WHAT YOU HAVE TO DO: Could you please find each line in the records that contains the word "covering" and copy it?

DATA:
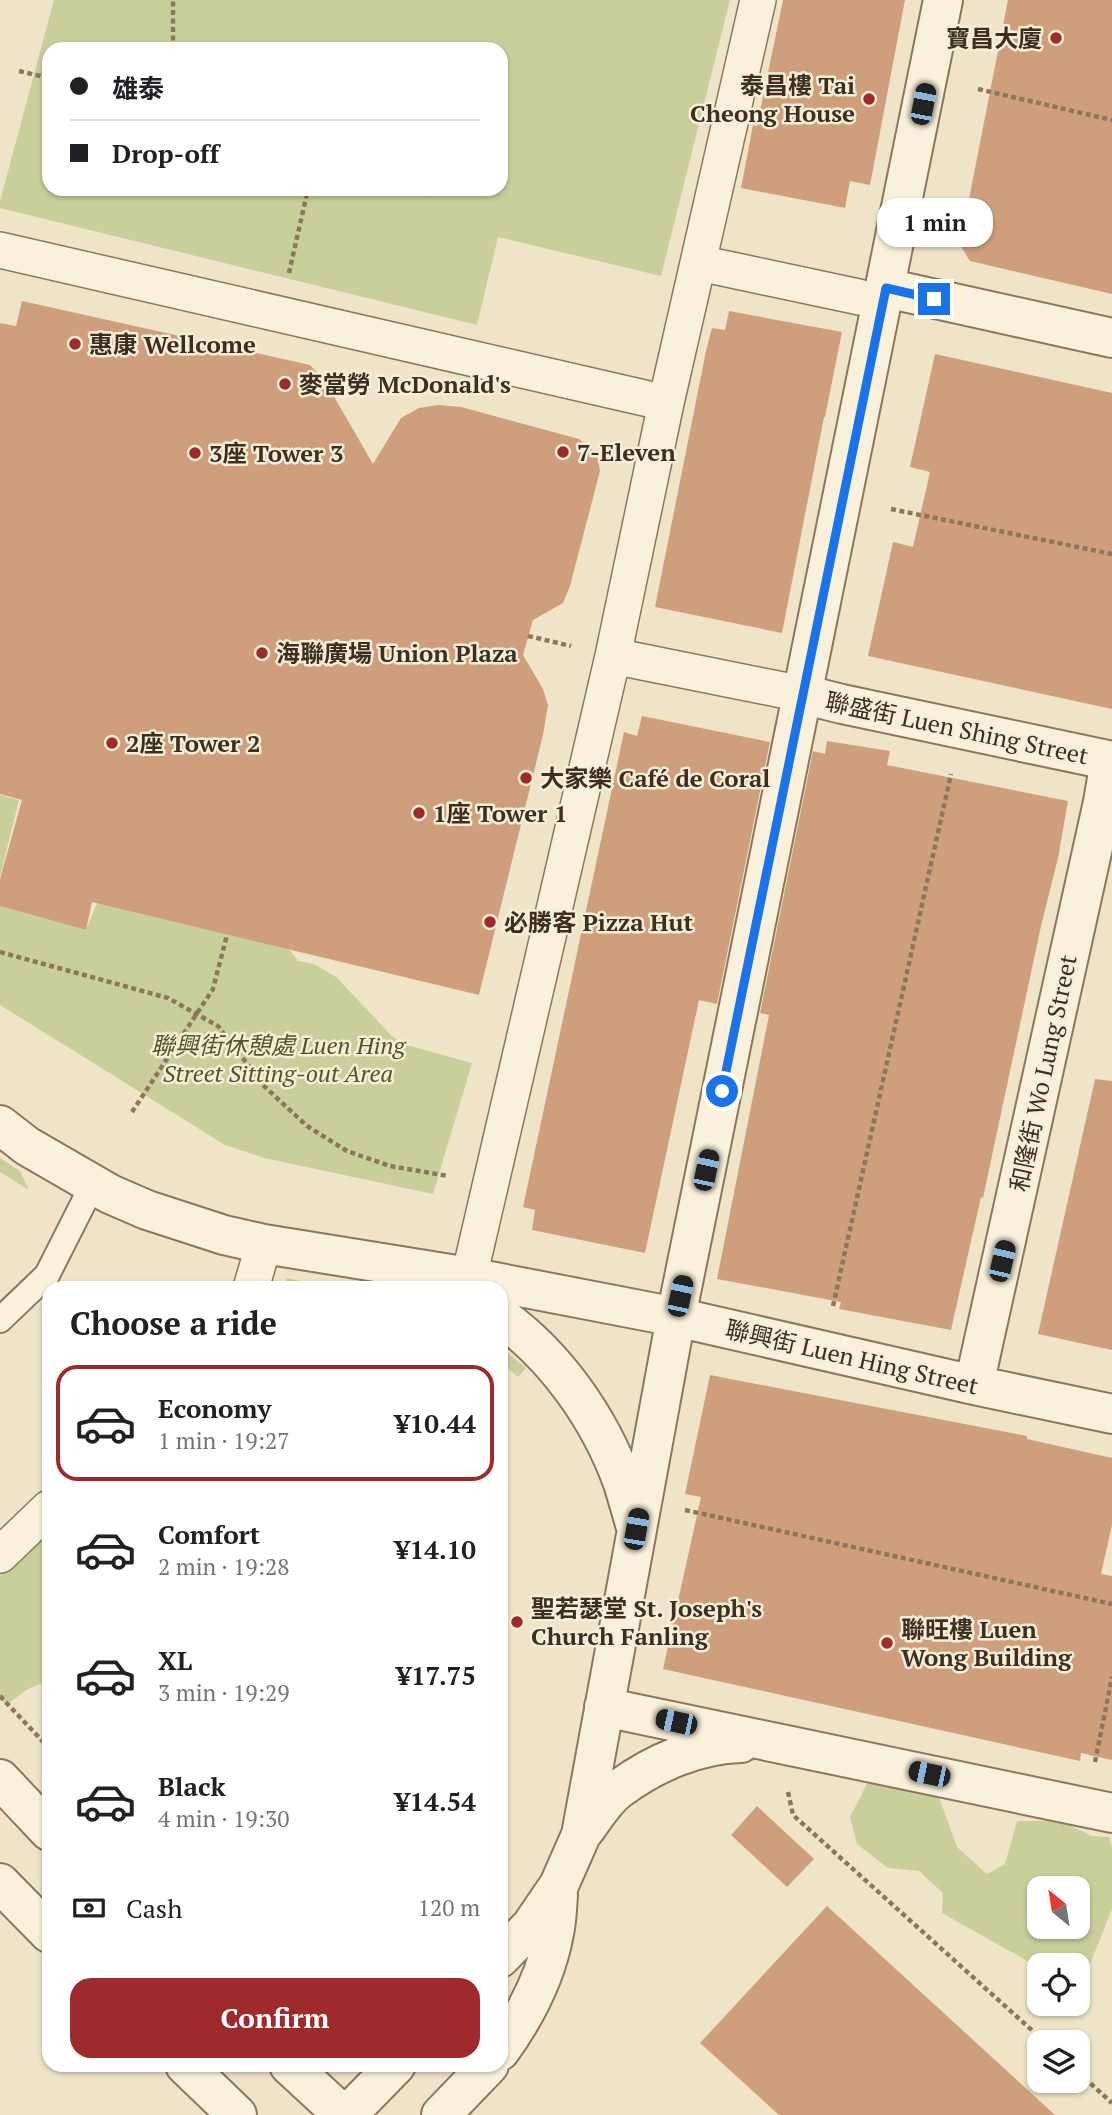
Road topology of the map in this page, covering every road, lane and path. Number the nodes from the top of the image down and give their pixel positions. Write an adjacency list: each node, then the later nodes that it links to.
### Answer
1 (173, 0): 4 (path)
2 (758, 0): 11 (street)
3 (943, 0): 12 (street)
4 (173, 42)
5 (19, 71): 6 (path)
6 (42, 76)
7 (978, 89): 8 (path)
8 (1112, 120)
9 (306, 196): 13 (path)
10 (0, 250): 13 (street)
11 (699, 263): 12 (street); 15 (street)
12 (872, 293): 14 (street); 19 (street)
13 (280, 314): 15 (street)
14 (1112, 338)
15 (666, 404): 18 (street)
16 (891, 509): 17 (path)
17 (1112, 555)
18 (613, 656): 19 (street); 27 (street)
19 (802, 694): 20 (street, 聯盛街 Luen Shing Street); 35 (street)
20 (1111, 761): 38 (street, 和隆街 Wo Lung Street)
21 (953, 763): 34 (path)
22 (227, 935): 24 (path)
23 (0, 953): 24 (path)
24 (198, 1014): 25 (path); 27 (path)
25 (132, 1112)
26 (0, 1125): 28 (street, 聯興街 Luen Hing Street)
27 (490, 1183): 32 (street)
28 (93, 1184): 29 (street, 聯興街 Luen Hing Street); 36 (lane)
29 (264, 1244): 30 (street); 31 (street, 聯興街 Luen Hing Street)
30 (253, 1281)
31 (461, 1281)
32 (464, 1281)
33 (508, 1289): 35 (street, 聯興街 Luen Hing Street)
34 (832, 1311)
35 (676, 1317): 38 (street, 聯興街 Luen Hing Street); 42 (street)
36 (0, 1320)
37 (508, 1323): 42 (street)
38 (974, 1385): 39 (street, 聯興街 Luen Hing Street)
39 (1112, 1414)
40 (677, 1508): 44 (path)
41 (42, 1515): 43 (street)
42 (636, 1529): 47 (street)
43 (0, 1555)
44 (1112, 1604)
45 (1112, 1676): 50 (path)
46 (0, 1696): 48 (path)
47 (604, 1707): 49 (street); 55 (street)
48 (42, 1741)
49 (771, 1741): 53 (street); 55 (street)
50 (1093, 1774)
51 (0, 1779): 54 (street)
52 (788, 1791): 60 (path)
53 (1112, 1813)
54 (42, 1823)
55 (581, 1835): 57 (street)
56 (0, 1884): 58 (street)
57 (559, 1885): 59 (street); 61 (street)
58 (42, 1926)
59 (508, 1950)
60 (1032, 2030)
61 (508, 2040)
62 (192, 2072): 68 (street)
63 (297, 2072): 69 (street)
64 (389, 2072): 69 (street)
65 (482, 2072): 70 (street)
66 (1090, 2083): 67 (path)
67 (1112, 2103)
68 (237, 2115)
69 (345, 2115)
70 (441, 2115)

---

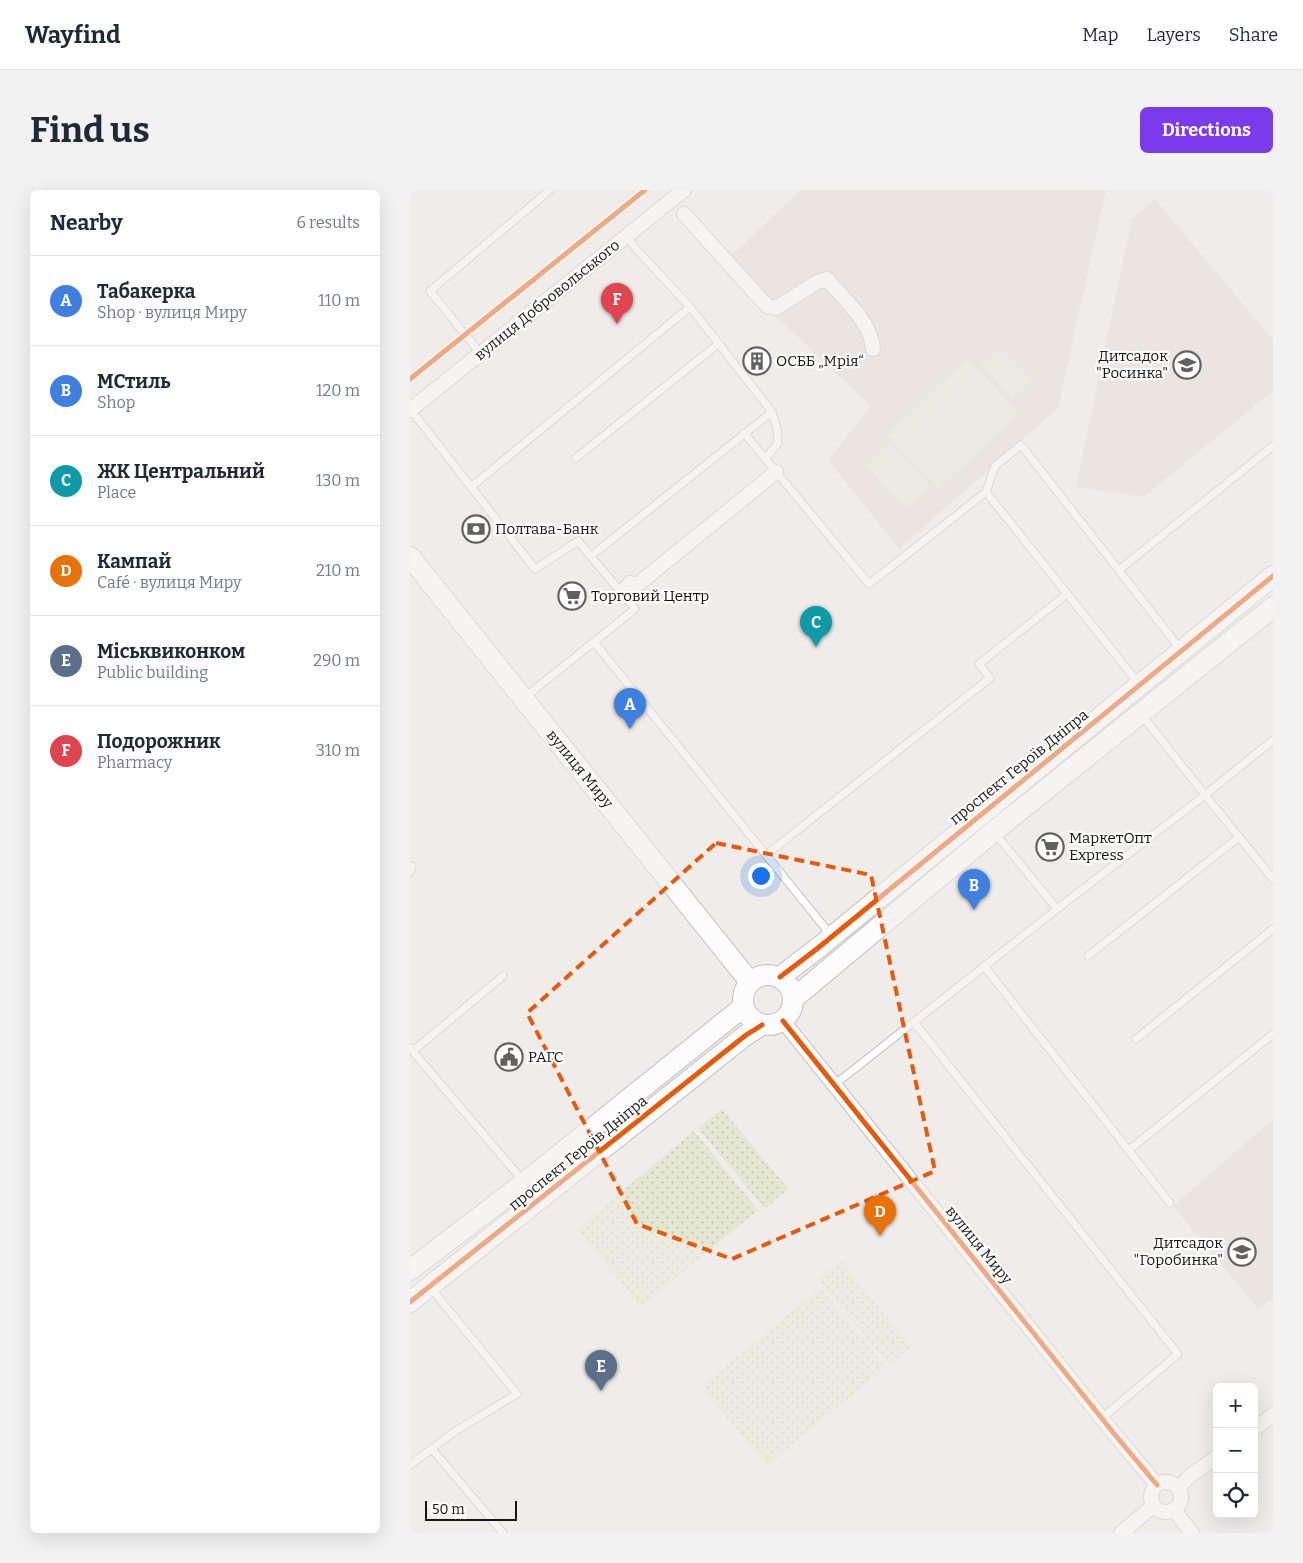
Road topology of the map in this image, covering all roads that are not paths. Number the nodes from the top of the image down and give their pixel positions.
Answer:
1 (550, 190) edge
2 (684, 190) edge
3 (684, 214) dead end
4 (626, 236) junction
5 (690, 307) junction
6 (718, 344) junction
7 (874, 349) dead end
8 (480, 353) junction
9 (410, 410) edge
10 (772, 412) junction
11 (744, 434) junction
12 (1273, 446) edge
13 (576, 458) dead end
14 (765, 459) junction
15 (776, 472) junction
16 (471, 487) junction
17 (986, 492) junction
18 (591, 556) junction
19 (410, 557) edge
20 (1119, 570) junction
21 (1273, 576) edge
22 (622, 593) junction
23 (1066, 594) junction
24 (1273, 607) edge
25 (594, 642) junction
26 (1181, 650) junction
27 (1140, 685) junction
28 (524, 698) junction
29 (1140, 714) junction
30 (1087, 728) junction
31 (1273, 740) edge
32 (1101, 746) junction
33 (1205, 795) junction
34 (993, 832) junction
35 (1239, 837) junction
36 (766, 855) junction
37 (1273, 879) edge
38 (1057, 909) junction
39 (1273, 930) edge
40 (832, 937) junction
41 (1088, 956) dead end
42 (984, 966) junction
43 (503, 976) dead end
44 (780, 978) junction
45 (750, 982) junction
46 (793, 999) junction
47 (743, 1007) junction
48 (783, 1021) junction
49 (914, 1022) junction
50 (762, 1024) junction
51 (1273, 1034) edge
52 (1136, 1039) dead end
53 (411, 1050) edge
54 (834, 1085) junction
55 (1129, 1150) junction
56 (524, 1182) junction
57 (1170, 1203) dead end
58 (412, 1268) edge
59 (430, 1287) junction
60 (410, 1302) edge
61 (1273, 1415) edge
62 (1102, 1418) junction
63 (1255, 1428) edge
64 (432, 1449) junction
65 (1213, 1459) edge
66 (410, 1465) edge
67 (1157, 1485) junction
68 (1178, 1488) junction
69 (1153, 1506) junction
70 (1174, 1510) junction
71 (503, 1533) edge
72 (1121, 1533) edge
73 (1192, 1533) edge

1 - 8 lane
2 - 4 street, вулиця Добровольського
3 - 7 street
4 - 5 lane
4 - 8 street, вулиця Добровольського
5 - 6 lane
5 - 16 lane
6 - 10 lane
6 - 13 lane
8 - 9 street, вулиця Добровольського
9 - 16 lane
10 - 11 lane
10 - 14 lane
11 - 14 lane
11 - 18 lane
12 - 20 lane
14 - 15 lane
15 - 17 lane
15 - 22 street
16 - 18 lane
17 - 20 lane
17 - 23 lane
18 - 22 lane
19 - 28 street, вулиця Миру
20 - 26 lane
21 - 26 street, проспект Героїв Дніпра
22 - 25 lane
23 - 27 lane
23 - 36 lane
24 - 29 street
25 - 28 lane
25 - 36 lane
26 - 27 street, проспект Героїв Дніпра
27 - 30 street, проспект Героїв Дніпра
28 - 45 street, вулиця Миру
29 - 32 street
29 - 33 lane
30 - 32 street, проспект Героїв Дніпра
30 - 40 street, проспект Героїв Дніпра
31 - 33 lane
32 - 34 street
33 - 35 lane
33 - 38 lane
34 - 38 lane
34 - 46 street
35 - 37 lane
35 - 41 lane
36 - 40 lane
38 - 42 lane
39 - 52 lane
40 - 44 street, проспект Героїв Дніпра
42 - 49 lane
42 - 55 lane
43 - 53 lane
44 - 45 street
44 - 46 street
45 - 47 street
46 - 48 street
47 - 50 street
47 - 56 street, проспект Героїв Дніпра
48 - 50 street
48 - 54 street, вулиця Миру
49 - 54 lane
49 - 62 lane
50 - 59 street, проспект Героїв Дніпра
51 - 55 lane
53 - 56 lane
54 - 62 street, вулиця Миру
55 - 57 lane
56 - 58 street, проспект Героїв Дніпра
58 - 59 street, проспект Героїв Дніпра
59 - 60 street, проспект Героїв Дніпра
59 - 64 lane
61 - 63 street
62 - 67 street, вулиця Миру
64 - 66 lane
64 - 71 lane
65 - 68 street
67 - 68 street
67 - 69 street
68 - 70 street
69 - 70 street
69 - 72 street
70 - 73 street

...

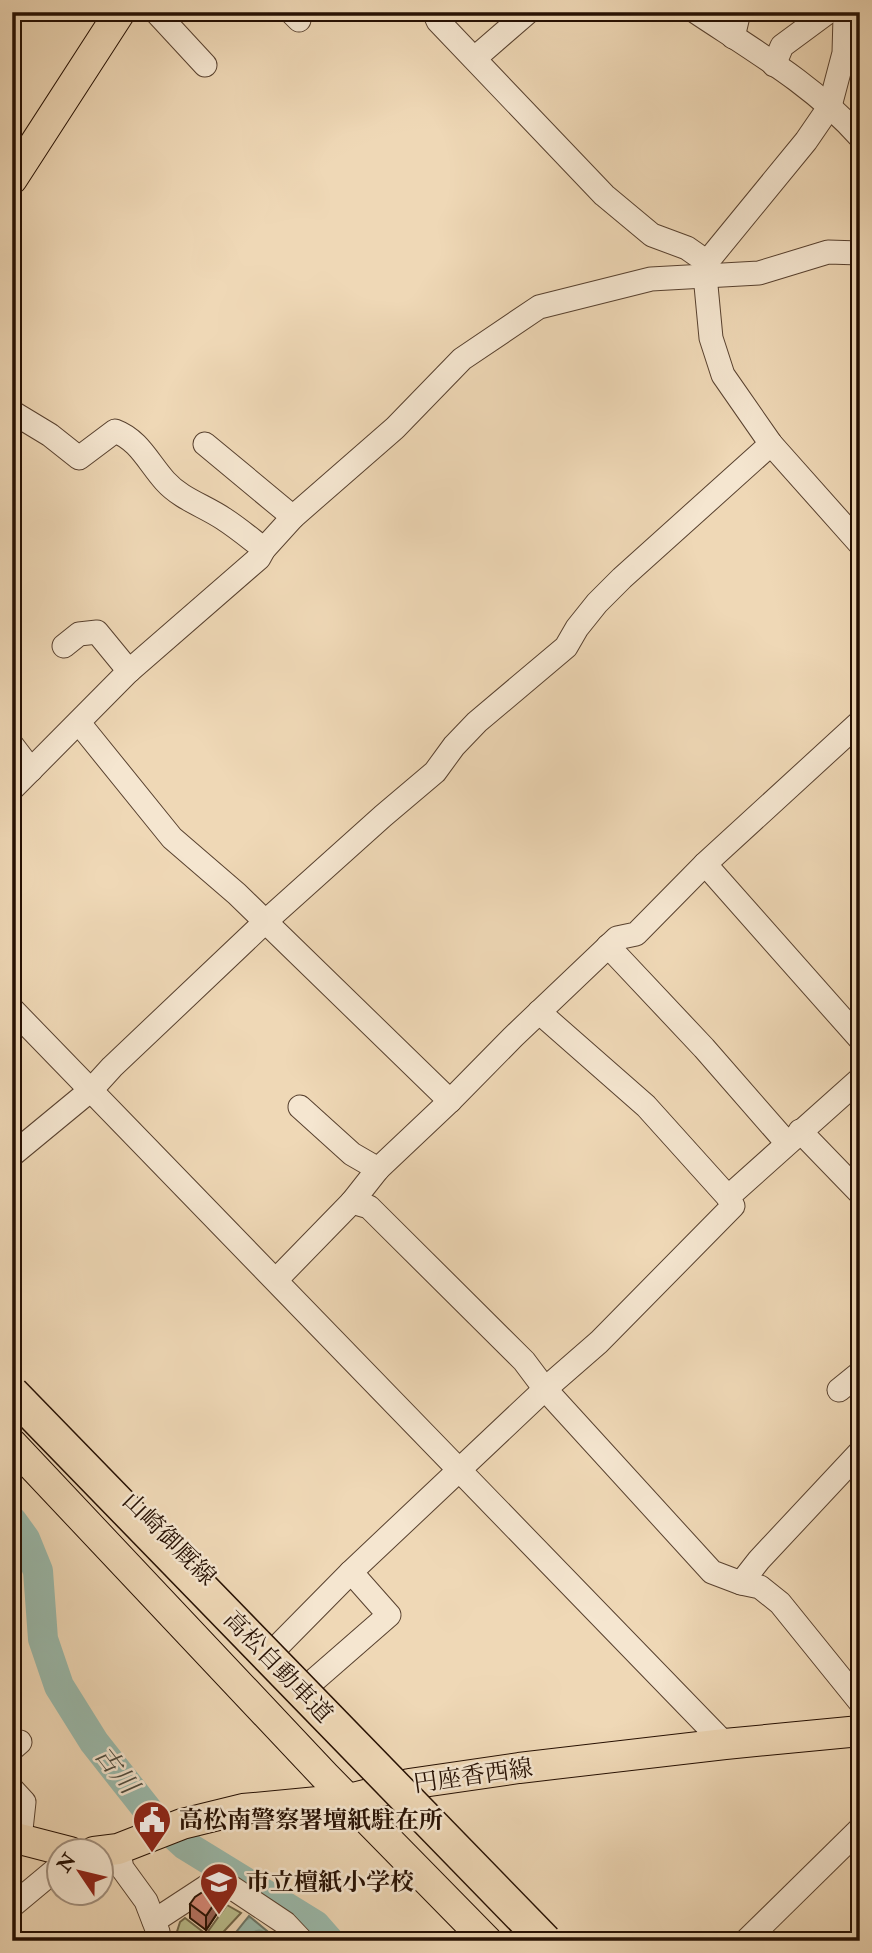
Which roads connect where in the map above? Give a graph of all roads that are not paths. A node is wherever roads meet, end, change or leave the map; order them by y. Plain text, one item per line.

ANSWER TO THE PROBLEM:
Road topology of the map in this page, covering every road, lane and path. Number the nodes from the top of the image down and give their pixel positions. Write an adjacency list: each node, then the later nodes that it links to.
Road topology of the map in this image, covering all roads that are not paths. Number the nodes from the top of the image down and give their pixel positions.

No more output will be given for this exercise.